Your instructions: Find every line containing "this" in the records below and report the tally as a bare number.

[Data — start]

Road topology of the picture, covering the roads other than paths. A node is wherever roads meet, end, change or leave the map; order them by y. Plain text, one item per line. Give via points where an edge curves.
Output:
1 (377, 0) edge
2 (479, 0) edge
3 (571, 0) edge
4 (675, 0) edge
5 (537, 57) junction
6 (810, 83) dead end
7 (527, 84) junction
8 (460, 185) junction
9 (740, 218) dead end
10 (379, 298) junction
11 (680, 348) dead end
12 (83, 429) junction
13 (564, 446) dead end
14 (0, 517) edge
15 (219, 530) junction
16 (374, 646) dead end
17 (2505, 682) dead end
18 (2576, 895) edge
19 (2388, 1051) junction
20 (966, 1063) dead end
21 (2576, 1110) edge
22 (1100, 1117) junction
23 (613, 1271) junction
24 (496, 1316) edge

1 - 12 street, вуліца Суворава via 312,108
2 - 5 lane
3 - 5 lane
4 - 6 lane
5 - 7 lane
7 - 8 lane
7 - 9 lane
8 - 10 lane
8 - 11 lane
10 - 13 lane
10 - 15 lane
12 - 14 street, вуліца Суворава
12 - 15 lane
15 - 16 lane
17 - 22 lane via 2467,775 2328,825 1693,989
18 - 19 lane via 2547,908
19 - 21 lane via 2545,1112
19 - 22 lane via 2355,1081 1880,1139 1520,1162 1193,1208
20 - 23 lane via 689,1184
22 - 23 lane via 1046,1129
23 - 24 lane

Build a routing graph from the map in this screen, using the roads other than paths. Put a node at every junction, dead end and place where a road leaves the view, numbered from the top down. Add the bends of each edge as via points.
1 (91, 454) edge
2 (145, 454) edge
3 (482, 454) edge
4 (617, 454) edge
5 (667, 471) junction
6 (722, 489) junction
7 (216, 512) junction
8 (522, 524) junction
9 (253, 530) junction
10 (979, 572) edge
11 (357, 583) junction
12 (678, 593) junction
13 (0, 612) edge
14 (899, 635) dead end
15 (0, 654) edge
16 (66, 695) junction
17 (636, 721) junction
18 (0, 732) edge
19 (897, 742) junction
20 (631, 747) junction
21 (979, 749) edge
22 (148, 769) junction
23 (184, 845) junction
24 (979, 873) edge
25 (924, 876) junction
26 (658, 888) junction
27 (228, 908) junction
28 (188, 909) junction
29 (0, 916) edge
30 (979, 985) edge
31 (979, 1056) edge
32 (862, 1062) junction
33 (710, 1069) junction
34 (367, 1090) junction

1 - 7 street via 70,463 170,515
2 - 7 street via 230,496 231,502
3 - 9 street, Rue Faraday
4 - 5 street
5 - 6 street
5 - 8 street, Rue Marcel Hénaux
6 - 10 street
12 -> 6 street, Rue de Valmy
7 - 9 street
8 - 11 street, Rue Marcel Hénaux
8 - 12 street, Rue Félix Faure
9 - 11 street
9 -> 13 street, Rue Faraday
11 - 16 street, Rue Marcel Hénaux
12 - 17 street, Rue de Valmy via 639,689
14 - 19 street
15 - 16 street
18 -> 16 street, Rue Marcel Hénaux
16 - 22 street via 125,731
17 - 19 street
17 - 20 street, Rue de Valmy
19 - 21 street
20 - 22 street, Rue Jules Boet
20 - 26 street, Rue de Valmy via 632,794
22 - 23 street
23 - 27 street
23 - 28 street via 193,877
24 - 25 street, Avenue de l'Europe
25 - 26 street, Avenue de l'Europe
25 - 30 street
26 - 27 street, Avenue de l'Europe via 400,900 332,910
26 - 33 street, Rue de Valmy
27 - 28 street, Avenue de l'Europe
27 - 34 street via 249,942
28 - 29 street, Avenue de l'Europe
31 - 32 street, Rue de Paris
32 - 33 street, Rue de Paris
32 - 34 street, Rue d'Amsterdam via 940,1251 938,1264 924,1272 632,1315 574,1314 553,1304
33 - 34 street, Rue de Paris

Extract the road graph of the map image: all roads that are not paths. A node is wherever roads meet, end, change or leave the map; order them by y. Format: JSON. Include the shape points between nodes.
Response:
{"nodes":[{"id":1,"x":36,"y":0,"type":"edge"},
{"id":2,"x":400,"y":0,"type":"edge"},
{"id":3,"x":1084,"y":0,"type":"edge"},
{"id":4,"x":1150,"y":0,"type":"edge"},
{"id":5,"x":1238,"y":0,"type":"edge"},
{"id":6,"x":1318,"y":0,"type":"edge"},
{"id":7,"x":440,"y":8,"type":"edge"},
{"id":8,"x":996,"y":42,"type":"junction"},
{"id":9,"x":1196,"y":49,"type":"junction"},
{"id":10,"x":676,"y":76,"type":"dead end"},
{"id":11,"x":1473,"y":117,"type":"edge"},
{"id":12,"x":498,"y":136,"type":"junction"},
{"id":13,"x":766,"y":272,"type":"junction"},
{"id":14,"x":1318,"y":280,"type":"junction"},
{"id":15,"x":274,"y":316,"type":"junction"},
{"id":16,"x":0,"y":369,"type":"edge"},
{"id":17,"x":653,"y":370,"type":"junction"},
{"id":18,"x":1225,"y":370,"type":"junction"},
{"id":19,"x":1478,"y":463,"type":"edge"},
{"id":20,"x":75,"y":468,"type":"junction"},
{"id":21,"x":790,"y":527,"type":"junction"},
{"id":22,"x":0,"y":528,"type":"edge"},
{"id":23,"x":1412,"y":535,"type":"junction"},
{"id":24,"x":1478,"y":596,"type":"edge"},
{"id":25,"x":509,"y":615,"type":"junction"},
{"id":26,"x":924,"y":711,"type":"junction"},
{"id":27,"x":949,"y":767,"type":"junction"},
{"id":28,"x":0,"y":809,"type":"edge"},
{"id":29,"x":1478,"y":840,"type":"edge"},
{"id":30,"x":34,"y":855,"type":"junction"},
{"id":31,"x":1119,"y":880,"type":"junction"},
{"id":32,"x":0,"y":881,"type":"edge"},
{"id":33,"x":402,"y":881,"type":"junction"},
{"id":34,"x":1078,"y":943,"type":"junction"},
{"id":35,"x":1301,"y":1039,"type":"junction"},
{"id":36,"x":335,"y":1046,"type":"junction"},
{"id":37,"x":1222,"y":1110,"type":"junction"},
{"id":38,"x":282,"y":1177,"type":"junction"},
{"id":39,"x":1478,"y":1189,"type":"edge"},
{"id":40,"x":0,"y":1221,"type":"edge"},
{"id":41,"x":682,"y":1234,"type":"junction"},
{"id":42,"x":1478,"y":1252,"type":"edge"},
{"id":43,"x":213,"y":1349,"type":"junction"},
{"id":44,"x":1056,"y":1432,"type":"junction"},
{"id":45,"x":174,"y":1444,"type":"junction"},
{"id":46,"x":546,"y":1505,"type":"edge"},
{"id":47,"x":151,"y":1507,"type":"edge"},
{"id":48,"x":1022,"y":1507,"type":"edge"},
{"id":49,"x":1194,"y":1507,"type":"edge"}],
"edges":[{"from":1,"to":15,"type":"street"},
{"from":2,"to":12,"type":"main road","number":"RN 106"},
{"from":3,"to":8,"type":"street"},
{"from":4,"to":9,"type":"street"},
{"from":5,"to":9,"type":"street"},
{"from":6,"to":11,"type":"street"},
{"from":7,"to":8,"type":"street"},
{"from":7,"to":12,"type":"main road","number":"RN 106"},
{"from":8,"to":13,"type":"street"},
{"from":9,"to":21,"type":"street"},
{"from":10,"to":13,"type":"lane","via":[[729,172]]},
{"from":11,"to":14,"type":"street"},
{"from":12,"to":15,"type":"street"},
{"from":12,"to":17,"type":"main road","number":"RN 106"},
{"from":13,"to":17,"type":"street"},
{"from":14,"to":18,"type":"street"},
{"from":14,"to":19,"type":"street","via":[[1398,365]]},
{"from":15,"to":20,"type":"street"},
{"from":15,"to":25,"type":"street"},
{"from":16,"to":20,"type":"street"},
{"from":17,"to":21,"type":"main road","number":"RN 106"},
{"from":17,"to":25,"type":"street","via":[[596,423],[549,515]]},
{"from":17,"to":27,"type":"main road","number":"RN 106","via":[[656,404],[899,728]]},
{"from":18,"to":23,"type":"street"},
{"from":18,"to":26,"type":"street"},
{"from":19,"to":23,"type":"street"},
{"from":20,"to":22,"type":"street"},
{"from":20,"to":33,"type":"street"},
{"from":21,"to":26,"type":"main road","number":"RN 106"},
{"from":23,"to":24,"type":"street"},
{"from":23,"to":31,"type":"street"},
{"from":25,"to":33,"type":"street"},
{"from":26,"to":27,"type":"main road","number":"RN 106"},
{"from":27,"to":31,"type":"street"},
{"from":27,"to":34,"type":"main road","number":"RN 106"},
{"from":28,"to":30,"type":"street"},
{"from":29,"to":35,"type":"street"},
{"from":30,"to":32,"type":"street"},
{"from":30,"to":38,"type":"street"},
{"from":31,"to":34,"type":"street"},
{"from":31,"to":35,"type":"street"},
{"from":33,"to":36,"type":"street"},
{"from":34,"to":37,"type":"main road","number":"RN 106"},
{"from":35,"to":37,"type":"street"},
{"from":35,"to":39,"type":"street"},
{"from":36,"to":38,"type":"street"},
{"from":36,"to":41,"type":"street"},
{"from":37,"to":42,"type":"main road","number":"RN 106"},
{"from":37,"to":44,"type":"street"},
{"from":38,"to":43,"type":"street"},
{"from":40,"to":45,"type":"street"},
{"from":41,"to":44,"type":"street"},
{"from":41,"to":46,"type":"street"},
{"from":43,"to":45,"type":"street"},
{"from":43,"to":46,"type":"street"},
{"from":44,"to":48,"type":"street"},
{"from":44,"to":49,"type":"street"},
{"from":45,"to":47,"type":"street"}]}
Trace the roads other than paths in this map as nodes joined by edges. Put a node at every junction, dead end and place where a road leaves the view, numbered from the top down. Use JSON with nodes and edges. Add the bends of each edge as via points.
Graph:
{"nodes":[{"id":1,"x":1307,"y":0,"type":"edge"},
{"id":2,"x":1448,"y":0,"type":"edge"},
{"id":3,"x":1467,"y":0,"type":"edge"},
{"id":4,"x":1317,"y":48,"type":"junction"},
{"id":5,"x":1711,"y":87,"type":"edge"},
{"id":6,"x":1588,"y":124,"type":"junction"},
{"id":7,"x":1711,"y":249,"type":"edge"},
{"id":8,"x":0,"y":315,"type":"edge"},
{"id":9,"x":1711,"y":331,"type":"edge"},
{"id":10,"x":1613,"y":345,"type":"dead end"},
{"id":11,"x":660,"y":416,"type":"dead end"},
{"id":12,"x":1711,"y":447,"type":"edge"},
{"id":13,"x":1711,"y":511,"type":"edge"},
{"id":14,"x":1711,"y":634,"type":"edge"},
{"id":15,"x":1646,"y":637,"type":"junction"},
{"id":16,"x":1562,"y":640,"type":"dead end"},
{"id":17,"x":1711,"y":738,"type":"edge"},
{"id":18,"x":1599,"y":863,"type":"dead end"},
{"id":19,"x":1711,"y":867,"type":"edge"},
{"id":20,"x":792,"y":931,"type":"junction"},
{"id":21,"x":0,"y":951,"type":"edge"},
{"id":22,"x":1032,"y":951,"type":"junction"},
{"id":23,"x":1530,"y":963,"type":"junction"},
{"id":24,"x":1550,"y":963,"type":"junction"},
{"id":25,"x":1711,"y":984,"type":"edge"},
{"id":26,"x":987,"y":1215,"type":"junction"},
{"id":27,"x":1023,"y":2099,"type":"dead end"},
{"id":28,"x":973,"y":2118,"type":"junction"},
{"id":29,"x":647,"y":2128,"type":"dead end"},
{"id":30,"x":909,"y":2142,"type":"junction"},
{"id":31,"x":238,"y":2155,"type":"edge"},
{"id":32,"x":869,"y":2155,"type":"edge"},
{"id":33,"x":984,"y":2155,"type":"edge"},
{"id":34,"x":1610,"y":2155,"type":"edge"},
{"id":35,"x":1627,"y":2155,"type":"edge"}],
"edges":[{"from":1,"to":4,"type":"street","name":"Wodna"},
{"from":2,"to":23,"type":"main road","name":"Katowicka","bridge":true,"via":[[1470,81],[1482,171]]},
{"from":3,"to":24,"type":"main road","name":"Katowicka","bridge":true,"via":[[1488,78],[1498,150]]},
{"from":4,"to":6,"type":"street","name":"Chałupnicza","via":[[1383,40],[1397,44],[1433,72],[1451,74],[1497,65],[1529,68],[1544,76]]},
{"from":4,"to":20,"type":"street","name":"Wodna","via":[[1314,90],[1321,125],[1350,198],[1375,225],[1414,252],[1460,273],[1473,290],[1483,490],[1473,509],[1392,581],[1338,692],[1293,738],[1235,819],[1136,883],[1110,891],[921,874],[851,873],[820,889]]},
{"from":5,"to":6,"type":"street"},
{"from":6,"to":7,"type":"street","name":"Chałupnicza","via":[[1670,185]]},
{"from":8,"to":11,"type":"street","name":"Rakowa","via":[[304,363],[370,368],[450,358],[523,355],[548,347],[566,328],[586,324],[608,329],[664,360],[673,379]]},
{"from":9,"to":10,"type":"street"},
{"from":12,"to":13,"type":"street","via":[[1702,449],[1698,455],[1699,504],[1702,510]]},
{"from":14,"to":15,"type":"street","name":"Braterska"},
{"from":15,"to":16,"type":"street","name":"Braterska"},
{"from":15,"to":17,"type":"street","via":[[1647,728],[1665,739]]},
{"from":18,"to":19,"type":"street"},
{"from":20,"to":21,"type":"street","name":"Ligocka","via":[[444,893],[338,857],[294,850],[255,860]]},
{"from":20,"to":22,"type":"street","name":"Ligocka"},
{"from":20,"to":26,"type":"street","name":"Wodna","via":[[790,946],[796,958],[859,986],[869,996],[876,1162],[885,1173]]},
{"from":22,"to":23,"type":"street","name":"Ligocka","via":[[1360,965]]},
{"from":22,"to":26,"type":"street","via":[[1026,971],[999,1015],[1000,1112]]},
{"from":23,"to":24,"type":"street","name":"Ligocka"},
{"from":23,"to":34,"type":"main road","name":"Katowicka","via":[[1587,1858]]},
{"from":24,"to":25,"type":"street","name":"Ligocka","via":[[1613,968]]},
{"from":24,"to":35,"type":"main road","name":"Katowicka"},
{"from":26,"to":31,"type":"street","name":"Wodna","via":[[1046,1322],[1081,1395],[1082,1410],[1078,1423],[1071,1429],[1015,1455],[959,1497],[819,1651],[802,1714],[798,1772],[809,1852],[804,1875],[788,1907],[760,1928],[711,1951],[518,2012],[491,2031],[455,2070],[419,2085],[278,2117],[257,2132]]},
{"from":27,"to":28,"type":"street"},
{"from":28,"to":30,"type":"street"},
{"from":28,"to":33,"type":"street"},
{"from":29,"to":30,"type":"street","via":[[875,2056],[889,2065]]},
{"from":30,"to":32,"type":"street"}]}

[Data — finish]

Written answer: 2